Value of nonsurgical therapeutic management of stage I bisphosphonate-related osteonecrosis of the jaw.

Autor: Bodem JP; Department of Oral and Maxillofacial Surgery (Head: Prof. Dr. Dr. Jürgen Hoffmann MD, DDS), University Hospital Heidelberg, Heidelberg, Germany., Kargus S; Department of Oral and Maxillofacial Surgery (Head: Prof. Dr. Dr. Jürgen Hoffmann MD, DDS), University Hospital Heidelberg, Heidelberg, Germany., Engel M; Department of Oral and Maxillofacial Surgery (Head: Prof. Dr. Dr. Jürgen Hoffmann MD, DDS), University Hospital Heidelberg, Heidelberg, Germany., Hoffmann J; Department of Oral and Maxillofacial Surgery (Head: Prof. Dr. Dr. Jürgen Hoffmann MD, DDS), University Hospital Heidelberg, Heidelberg, Germany., Freudlsperger C; Department of Oral and Maxillofacial Surgery (Head: Prof. Dr. Dr. Jürgen Hoffmann MD, DDS), University Hospital Heidelberg, Heidelberg, Germany. Electronic address: chr.freudlsperger@med.uni-heidelberg.de.
Jazyk: angličtina
Zdroj: Journal of cranio-maxillo-facial surgery : official publication of the European Association for Cranio-Maxillo-Facial Surgery [J Craniomaxillofac Surg] 2015 Sep; Vol. 43 (7), pp. 1139-43. Date of Electronic Publication: 2015 Jun 03.
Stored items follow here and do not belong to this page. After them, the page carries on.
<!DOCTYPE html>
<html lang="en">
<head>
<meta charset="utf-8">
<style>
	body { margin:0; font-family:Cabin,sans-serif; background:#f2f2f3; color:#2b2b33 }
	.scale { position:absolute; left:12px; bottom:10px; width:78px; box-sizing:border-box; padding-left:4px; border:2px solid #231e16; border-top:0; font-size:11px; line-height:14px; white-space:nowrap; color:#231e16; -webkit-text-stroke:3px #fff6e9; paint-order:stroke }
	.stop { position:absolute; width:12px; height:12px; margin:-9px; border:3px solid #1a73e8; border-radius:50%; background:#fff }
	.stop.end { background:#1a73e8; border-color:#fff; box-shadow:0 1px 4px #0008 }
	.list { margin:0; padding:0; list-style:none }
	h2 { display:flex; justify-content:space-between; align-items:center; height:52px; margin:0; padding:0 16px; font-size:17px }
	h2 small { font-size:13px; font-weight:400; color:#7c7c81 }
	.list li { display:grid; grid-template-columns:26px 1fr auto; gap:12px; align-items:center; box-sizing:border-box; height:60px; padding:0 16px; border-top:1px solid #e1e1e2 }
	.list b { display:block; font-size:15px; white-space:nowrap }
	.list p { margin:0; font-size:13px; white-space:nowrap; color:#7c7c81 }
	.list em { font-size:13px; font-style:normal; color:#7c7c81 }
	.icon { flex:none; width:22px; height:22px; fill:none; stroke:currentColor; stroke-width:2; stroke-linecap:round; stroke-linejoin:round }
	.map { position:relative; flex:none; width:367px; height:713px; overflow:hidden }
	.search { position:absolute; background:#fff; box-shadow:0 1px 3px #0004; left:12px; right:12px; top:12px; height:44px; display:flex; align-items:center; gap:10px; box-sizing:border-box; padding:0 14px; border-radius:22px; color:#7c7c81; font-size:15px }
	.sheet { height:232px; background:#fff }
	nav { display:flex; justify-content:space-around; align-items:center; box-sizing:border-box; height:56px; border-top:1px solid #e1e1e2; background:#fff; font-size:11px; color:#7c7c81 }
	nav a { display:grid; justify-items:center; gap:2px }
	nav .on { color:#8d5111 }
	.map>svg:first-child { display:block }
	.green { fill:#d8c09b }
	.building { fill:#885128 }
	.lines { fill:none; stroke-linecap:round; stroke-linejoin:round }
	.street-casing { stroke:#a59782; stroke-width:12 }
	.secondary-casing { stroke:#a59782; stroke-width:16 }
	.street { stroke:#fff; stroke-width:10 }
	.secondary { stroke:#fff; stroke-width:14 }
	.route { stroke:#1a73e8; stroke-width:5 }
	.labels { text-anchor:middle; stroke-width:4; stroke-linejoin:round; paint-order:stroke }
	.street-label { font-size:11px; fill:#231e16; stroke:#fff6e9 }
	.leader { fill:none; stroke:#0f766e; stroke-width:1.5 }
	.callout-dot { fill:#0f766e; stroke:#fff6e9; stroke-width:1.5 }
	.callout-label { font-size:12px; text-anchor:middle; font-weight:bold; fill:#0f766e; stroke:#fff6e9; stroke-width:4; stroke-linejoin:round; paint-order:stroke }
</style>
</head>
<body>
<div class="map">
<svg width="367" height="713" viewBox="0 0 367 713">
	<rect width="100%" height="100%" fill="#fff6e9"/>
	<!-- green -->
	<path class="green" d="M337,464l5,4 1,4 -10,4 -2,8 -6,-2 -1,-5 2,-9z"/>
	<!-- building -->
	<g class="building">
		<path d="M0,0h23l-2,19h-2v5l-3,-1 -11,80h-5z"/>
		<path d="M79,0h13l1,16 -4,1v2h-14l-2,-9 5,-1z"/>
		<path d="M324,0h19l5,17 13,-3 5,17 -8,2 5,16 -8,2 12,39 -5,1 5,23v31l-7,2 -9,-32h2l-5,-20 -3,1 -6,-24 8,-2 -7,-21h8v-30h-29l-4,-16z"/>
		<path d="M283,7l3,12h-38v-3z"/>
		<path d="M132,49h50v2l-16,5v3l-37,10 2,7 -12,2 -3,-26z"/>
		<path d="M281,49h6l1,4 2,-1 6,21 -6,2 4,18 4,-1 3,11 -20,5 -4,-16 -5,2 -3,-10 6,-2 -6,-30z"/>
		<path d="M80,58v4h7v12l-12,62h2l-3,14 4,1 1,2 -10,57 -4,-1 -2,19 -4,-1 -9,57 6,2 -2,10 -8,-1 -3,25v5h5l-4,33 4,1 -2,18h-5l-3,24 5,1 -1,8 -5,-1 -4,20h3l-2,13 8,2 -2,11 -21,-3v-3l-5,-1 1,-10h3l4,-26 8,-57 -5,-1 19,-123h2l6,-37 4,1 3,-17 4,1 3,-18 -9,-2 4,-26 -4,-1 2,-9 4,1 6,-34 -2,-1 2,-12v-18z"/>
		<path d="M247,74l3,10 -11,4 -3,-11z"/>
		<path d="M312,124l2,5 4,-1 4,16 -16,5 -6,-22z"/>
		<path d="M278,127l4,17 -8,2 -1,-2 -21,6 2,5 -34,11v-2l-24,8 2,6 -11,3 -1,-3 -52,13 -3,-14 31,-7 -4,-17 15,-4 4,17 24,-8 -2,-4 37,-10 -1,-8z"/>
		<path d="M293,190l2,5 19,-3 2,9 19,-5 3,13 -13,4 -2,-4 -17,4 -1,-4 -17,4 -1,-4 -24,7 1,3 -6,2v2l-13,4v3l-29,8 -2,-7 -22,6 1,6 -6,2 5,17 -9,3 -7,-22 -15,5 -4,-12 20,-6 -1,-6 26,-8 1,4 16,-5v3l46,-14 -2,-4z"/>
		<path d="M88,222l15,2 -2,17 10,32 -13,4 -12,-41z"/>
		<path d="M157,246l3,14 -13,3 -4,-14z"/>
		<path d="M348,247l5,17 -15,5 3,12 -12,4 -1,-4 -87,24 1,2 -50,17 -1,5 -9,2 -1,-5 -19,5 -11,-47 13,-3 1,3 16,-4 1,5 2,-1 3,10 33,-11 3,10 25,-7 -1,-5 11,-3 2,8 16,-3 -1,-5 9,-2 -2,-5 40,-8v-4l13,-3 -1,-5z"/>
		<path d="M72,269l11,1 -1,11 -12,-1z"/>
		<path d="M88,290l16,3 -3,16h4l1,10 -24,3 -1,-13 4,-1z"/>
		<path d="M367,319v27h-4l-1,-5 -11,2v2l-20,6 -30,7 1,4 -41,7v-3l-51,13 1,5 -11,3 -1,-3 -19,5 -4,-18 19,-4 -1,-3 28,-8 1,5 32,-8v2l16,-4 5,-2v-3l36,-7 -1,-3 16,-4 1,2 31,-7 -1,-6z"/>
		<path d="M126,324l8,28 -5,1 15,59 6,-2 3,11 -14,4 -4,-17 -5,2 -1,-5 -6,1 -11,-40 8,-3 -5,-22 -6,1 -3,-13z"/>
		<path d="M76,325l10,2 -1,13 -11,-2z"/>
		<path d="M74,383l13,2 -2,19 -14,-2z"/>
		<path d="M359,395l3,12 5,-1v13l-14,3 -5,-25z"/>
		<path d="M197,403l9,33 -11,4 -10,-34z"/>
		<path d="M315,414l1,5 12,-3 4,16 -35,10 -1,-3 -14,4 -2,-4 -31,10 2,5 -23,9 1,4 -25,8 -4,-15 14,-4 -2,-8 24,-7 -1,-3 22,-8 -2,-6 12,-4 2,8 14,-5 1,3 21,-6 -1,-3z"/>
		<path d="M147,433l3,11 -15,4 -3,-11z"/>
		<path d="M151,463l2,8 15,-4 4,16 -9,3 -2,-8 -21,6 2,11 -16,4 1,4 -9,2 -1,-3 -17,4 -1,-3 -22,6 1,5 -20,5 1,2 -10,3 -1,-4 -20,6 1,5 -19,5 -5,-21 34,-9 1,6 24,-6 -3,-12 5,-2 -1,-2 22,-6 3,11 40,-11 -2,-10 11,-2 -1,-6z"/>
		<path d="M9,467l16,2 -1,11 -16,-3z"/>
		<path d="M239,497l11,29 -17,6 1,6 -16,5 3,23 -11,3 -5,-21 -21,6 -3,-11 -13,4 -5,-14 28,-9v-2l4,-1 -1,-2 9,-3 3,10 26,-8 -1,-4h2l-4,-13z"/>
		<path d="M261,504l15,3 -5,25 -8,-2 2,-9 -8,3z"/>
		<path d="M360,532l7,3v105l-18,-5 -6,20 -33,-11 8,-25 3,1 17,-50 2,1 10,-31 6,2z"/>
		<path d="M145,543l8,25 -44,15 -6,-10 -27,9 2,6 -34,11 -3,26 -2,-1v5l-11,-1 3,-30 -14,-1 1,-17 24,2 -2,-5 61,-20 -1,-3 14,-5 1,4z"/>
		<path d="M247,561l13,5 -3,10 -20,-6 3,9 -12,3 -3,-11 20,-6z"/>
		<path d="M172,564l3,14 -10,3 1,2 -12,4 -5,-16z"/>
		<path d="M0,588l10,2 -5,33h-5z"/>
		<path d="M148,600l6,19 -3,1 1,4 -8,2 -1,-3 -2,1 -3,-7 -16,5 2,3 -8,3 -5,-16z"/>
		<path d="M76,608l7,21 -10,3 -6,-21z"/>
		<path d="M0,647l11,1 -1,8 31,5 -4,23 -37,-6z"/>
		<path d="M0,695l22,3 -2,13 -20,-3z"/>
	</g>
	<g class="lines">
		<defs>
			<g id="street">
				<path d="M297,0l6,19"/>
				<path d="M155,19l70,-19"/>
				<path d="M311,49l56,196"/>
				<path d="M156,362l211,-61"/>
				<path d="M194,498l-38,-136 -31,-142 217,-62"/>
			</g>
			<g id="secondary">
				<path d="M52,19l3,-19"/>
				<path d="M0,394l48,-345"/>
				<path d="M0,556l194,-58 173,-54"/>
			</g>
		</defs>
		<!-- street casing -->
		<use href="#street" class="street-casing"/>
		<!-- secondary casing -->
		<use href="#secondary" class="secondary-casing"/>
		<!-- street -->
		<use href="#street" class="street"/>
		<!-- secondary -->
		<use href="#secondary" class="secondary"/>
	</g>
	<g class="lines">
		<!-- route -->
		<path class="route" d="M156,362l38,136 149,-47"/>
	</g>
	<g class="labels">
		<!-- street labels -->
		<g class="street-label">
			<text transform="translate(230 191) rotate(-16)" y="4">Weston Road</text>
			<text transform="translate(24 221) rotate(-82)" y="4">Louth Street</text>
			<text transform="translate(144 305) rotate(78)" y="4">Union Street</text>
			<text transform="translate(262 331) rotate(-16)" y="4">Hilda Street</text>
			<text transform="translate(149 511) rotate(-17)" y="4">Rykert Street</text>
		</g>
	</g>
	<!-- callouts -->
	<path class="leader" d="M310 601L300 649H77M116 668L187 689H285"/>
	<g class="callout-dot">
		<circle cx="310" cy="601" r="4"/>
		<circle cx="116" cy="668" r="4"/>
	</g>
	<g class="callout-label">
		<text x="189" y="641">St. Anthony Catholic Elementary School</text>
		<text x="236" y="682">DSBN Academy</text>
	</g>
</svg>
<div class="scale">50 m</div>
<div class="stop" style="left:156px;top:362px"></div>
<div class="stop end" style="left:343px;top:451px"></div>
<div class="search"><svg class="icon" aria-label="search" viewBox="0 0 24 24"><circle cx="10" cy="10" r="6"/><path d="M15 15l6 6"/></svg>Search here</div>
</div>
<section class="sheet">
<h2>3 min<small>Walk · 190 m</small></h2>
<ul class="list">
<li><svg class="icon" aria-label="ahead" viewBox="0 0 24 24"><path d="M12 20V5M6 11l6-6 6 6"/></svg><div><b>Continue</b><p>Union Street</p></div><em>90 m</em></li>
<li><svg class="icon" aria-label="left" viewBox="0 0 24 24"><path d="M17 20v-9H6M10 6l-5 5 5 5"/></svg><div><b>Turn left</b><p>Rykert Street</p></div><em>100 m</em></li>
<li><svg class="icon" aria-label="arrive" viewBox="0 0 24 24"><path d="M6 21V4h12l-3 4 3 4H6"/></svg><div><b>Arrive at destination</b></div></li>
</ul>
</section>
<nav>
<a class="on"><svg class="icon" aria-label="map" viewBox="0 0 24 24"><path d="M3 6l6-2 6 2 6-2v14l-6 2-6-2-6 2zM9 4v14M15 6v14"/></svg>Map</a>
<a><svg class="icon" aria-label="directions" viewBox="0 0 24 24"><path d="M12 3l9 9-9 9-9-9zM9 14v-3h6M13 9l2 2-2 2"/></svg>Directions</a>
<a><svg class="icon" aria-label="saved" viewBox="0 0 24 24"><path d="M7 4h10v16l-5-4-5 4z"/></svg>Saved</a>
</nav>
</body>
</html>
DOI: 10.1016/j.jcms.2015.05.019
Abstrakt: There is still controversy about the best treatment strategy for patients with bisphosphonate-related osteonecrosis of the jaw (BRONJ) stage I. Therefore, the aim of the present study was to analyse the effect of a nonsurgical treatment protocol in patients with BRONJ stage I. During the study period we included 17 patients (11 male; 6 female) who presented with a total of 24 separate areas of BRONJ, stage I. All patients were exclusively treated with a monthly intravenous regime of zoledronic acid due to an underlying malignant disease. All patients were treated using a standardized nonsurgical protocol consisting of antimicrobial mouth rinsing with chlorhexidine (CHX) (0.12%) three times a day, and daily CHX gel application. In 11 patients (45.8%) the surface area of the exposed jawbone was completely healed by nonsurgical treatment. In seven patients (29.2%), nonsurgical treatment reduced the size of the exposed bone area by a mean of 64.7% (range 20.0-96.8%). None of the patients showed an increase in size of the area of exposed jawbone, or a worsening of the BRONJ from stage I to stages II or III. However, the duration of nonsurgical treatment or the duration of intravenous bisphosphonate therapy did not significantly influence the treatment outcome (p = 0.6628, p = 0.6077, respectively). The results of the present study support the beneficial role of nonsurgical treatment in patients presenting with BRONJ stage I. Surgical therapy of BRONJ should be restricted to patients with advanced stages with clinical symptoms and local signs of infection.